Observation data (J2000.0 epoch)
- Constellation: Taurus
- Right ascension: 04^{h} 43^{m} 09.78^{s}
- Declination: +02° 10′ 19.83″
- Redshift: 0.198680
- Heliocentric radial velocity: 59,563 ± 39 km/s
- Distance: 2,862.2 ± 200.4 Mly (877.56 ± 61.43 Mpc)
- Group or cluster: MS 0440+0204
- magnitude (J): 13.23

Characteristics
- Type: cD
- Size: ~716,000 ly (219.4 kpc) (estimated)

Other designations
- 2MASX J04430994+0210190, LEDA 1218292, MS 0440+0204:[BHB2008] BCG, NVSS J044309+021013, RX J0443.1+0210, VLSS J0443.1+0210

= MS 0440+0204 BCG =

Type-cD galaxy in the constellation Taurus

MS 0440+0204 BCG is a massive elliptical galaxy of type-cD located in the constellation of Taurus. The redshift of the galaxy is (z) 0.198 and it was first discovered by astronomers in October 1993. This galaxy contains multiple nuclei and is the brightest cluster galaxy (BCG) located in the center of the MS 0440+0204 galaxy cluster.

== Description ==
MS 0440+204 BCG is categorized as a type-cD galaxy.

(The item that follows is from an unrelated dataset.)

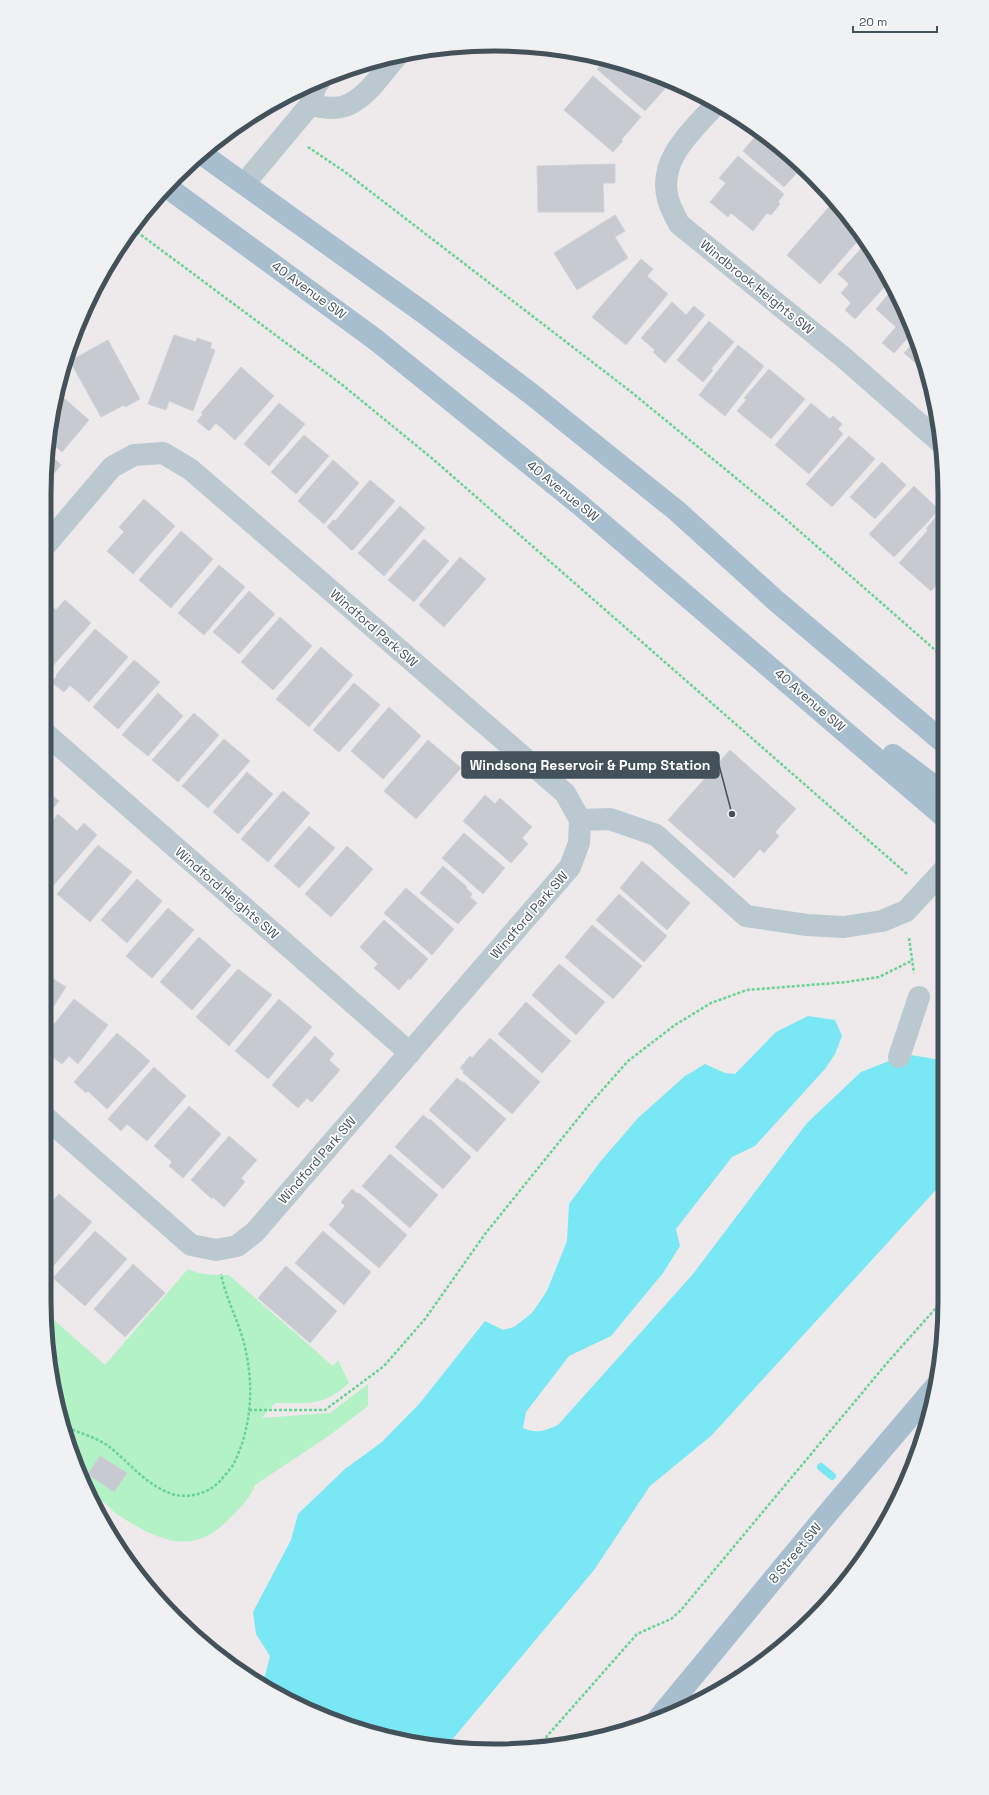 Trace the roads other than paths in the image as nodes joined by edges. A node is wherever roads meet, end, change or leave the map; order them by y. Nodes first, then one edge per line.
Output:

It has a compact appearance and is made up of six close galaxies or components merging together to form a single giant elliptical galaxy. The velocity difference of the two known components is estimated to be 2,600 kilometers per second. A low surface brightness halo with a diameter of 157 kiloparsecs envelops the components. The core of the BCG has a red appearance with a total near ultraviolet magnitude of 21.84 ± 0.44. The total mass of the BCG is estimated to be 0.53 × 10^{12} .

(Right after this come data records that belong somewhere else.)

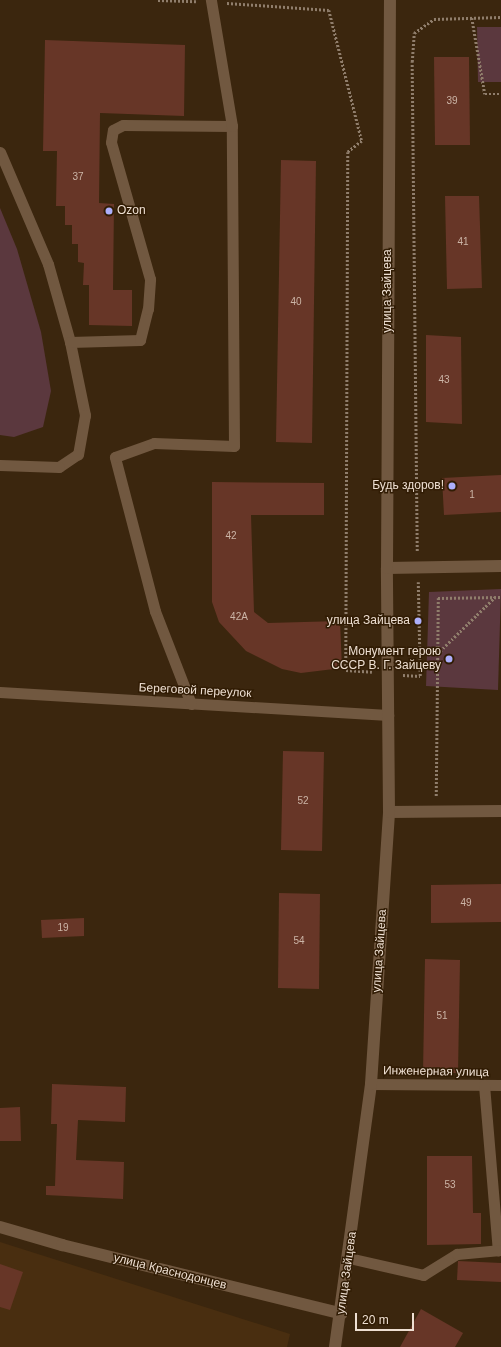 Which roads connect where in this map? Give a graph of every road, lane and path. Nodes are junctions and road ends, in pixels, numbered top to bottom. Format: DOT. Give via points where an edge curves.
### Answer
graph roads {
  1 [pos="158,0"];
  2 [pos="390,0"];
  3 [pos="211,1"];
  4 [pos="501,17"];
  5 [pos="472,18"];
  6 [pos="501,94"];
  7 [pos="232,126"];
  8 [pos="0,152"];
  9 [pos="70,342"];
  10 [pos="0,465"];
  11 [pos="501,566"];
  12 [pos="417,567"];
  13 [pos="387,568"];
  14 [pos="496,597"];
  15 [pos="501,597"];
  16 [pos="436,654"];
  17 [pos="388,674"];
  18 [pos="0,692"];
  19 [pos="191,704"];
  20 [pos="388,715"];
  21 [pos="436,811"];
  22 [pos="501,811"];
  23 [pos="389,812"];
  24 [pos="371,1084"];
  25 [pos="484,1085"];
  26 [pos="501,1085"];
  27 [pos="0,1227"];
  28 [pos="500,1250"];
  29 [pos="349,1258"];
  30 [pos="342,1314"];
  31 [pos="335,1347"];
  1 -- 3 [label="path"];
  2 -- 13 [label="main road, улица Зайцева"];
  3 -- 7 [label="lane"];
  3 -- 17 [label="path" via="329,10 362,141 348,152 346,670"];
  4 -- 5 [label="path"];
  5 -- 6 [label="path" via="485,94"];
  5 -- 12 [label="path" via="434,19 414,33 412,62"];
  7 -- 9 [label="lane" via="123,125 113,130 112,142 150,279 148,309 140,340"];
  7 -- 19 [label="lane" via="234,446 154,443 115,457 155,611"];
  8 -- 9 [label="lane" via="48,264"];
  9 -- 10 [label="lane" via="85,415 78,454 59,467"];
  11 -- 12 [label="main road"];
  12 -- 13 [label="main road"];
  12 -- 17 [label="path" via="420,676"];
  13 -- 17 [label="main road, улица Зайцева"];
  14 -- 15 [label="path"];
  14 -- 16 [label="path"];
  14 -- 16 [label="path" via="438,598"];
  16 -- 21 [label="path"];
  17 -- 20 [label="main road, улица Зайцева"];
  18 -- 19 [label="lane, Береговой переулок"];
  19 -- 20 [label="lane, Береговой переулок"];
  20 -- 23 [label="main road, улица Зайцева"];
  21 -- 22 [label="main road"];
  21 -- 23 [label="main road"];
  23 -- 24 [label="main road, улица Зайцева"];
  24 -- 25 [label="lane, Инженерная улица"];
  24 -- 29 [label="main road, улица Зайцева"];
  25 -- 26 [label="lane, Инженерная улица"];
  25 -- 28 [label="lane"];
  27 -- 30 [label="main road, улица Краснодонцев" via="62,1245"];
  28 -- 29 [label="lane" via="457,1254 423,1275"];
  29 -- 30 [label="main road, улица Зайцева"];
  30 -- 31 [label="main road, улица Зайцева"];
} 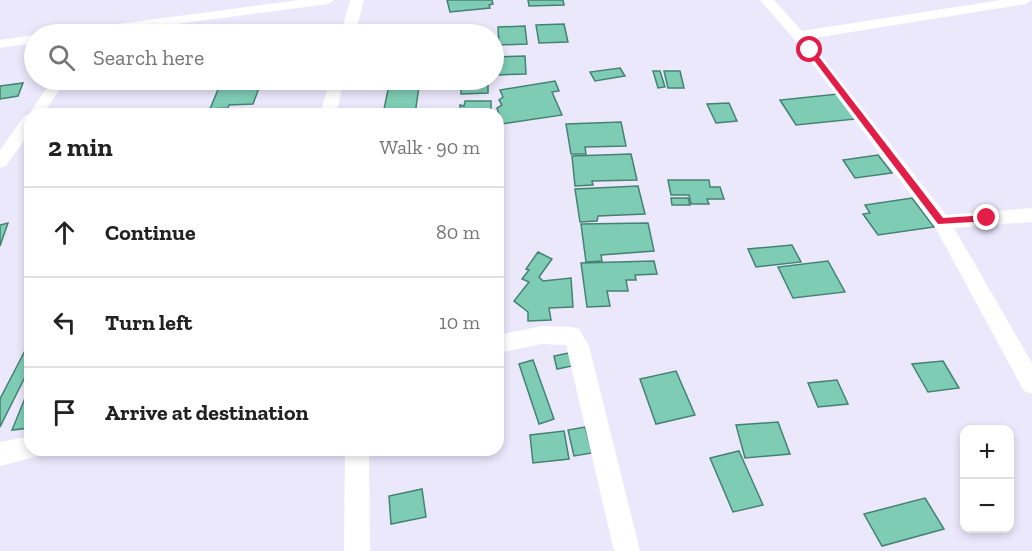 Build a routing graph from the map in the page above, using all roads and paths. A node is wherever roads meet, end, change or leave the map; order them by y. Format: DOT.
graph roads {
  1 [pos="328,0"];
  2 [pos="357,0"];
  3 [pos="767,0"];
  4 [pos="1026,0"];
  5 [pos="156,24"];
  6 [pos="351,24"];
  7 [pos="799,36"];
  8 [pos="24,40"];
  9 [pos="0,44"];
  10 [pos="52,90"];
  11 [pos="334,90"];
  12 [pos="38,108"];
  13 [pos="330,108"];
  14 [pos="24,128"];
  15 [pos="0,162"];
  16 [pos="1032,215"];
  17 [pos="941,222"];
  18 [pos="504,343"];
  19 [pos="1032,384"];
  20 [pos="24,449"];
  21 [pos="0,454"];
  22 [pos="357,456"];
  23 [pos="357,551"];
  24 [pos="627,551"];
  1 -- 5 [label="street"];
  2 -- 6 [label="street"];
  3 -- 7 [label="street"];
  4 -- 7 [label="street"];
  7 -- 17 [label="street"];
  8 -- 9 [label="street"];
  10 -- 12 [label="street"];
  11 -- 13 [label="street"];
  14 -- 15 [label="street"];
  16 -- 17 [label="street"];
  17 -- 19 [label="street"];
  18 -- 24 [label="street"];
  20 -- 21 [label="street"];
  22 -- 23 [label="street"];
} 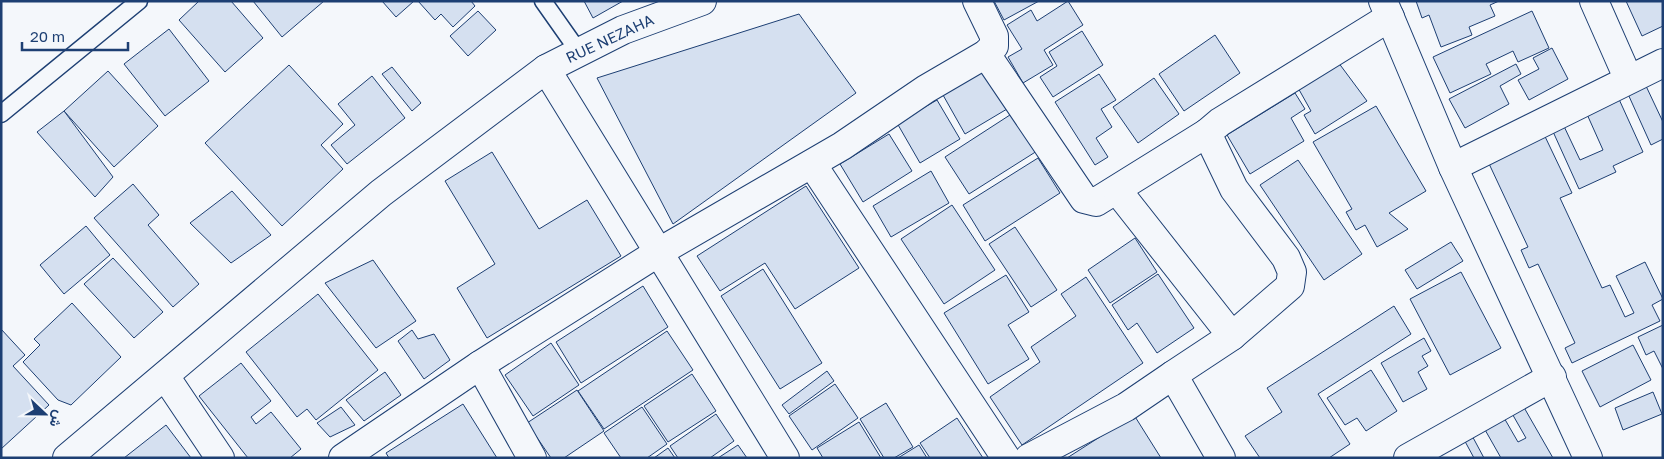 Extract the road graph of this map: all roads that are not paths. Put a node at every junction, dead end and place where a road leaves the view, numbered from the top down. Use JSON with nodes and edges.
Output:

There is an intermediate red stellar population in the BCG, but no presence of a young stellar component. The stars in the inner regions have an estimated age of 4,370 ± 160 million years old, while the stars in the outer regions are around 15,400 ± 6280 million years.

A study published in 1993, has found the presence of 15 gravitational lensing arc features surrounding the BCG based on charged-coupled device (CCD) imaging. The largest known arc has a length of 10 arcseconds, however it is unresolved, while the other arc features trace out a 90 kiloparsec radius. There are also detections of hydrogen-alpha emission, suggesting cooling flow may be present in the BCG. In 2009, the BCG was found to contain a radio source, classifying it as a radio galaxy. The radio power is estimated to be 34.2 ± 0.1 × 10^{23} W Hz^{−1} and the radio flux density is 30.2 ± 0.07 mJy.